Other types of dolphins have been known to display albinism, most notably the not-so-cute; not-so-pink albino dolphins living in Brazil’s Amazon River. That’s Amazon Pinky above left, American Pinky to the right… let the “USA!” chants begin!
I see your Great White Shark and I raise you a Great White Whale! Albino whales are rare but not exceedingly so – then again, something that big and that white is going to attract a lot of attention. Take Migaloo, for instance. Frequenting the chill waters of the southern ocean around Australia, Migaloo is an albino Humpback Whale. Other whale species such as the Beluga are normally white and an albino would only be detected by very close examination of its eyes.
(image via: Sharkdivers)
By the way, there really is a Great White Whale Shark – a 30-foot, one-of-a-kind (as far as we know) female was photographed by diver/naturalist Antonio Moreano in the Pacific Ocean off the coast of the Galapagos Islands.

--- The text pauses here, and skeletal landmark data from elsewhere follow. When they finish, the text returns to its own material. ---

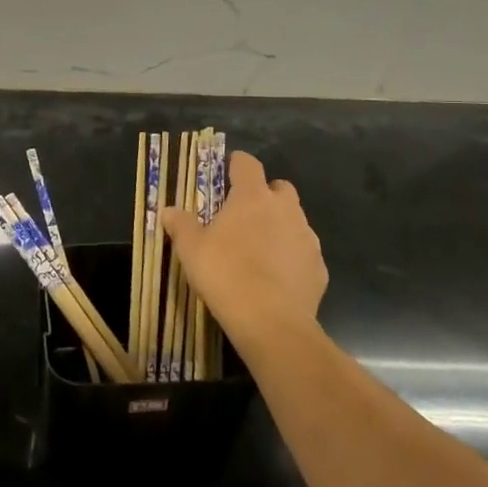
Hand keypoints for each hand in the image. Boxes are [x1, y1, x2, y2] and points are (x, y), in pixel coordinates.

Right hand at [162, 150, 326, 353]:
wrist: (271, 322)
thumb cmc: (225, 274)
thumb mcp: (191, 249)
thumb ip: (180, 224)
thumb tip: (168, 210)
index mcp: (252, 197)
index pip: (247, 164)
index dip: (236, 164)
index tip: (226, 173)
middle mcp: (285, 209)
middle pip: (279, 188)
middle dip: (264, 195)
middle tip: (243, 215)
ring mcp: (307, 237)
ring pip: (294, 219)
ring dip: (279, 226)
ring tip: (258, 250)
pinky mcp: (319, 267)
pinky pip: (303, 252)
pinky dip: (291, 257)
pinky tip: (276, 278)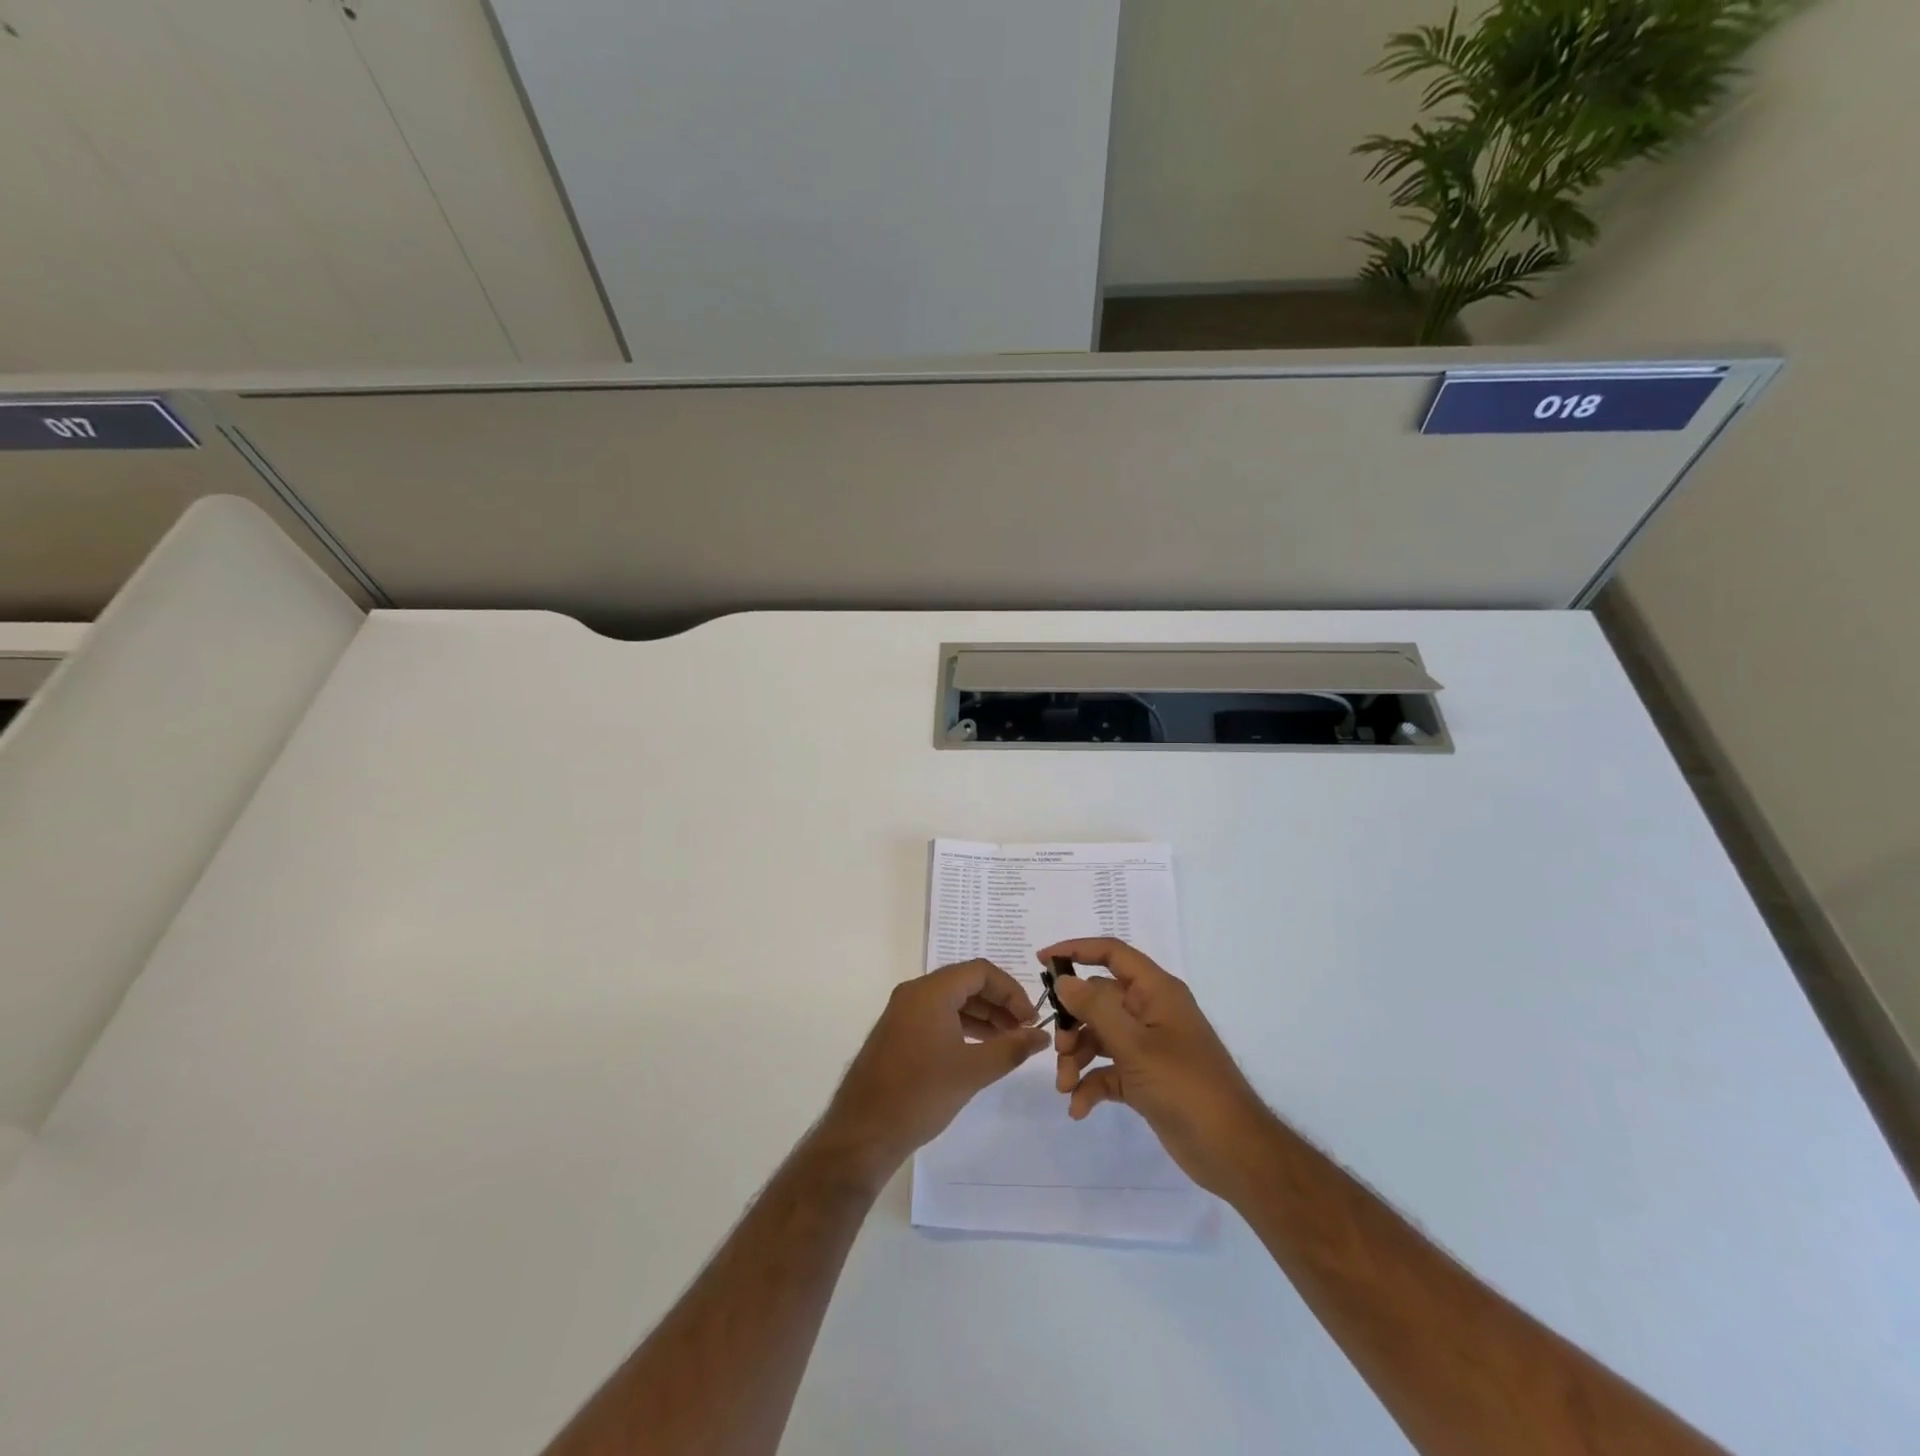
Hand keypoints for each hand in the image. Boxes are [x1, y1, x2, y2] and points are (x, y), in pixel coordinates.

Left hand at [818, 960, 1048, 1182]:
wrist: (863, 1132)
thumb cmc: (920, 1094)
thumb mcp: (973, 1071)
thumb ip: (1011, 1048)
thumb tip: (1042, 1036)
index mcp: (930, 992)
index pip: (981, 972)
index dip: (1011, 991)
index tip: (1032, 1019)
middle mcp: (914, 993)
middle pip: (966, 983)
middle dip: (999, 1003)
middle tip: (1025, 1031)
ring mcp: (903, 1013)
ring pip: (952, 1001)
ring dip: (983, 1016)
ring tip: (1008, 1042)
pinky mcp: (898, 1034)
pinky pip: (937, 1017)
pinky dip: (962, 1027)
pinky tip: (980, 1050)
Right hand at [1041, 938, 1276, 1199]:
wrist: (1233, 1152)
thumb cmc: (1186, 1086)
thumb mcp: (1135, 1045)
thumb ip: (1096, 1008)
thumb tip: (1064, 980)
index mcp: (1156, 991)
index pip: (1112, 954)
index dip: (1077, 950)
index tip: (1042, 961)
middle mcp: (1150, 1012)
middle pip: (1098, 1000)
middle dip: (1072, 1023)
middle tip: (1058, 1048)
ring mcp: (1148, 1046)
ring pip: (1099, 1037)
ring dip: (1077, 1058)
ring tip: (1065, 1086)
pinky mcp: (1145, 1079)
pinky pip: (1108, 1070)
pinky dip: (1091, 1084)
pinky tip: (1079, 1108)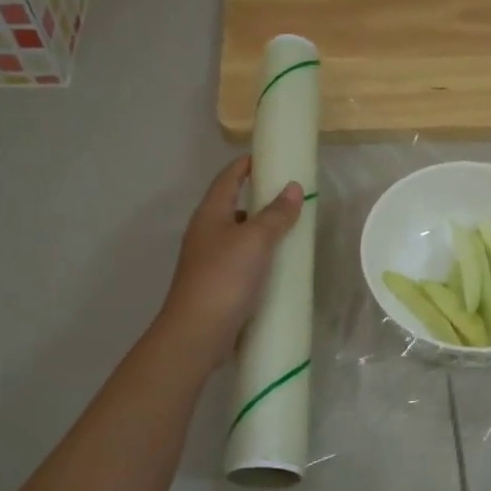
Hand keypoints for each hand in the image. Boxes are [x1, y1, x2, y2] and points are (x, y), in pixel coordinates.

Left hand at [158, 156, 302, 367]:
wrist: (197, 333)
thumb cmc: (224, 278)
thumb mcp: (255, 240)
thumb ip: (275, 214)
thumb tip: (293, 187)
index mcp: (210, 215)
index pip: (227, 179)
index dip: (245, 165)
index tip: (269, 157)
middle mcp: (205, 233)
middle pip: (232, 206)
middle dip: (258, 199)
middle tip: (290, 197)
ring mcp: (209, 261)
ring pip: (238, 237)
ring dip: (261, 231)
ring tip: (290, 232)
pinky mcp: (217, 286)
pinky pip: (241, 263)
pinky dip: (259, 258)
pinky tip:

Any discussion of white whales (or albinos in general) would be lacking without mention of the legendary Moby Dick, the cetacean scourge of maniacal Captain Ahab in the nineteenth century novel by Herman Melville and the 1956 epic film starring Gregory Peck. While Moby Dick was fictional, Melville likely based his character on a very real albino whale called Mocha Dick, who destroyed numerous whaling ships and whaleboats in the area of the Mocha Islands off Chile in the early decades of the 1800s. Mocha Dick was estimated to have been 70 feet long when he was finally killed and yes, his snow-white back was festooned with harpoons – though no furious, peg-legged sea captains were found among them.
The lack of skin pigmentation that is the distinctive characteristic of albinism and that gives these animals special appeal to humans is actually a drawback in the wild, since without visual camouflage they’re much more visible to predators and potential prey. Some may bemoan their perceived lack of freedom but in actuality, the safest place for these wonders of nature is in the “protective custody” of zoos.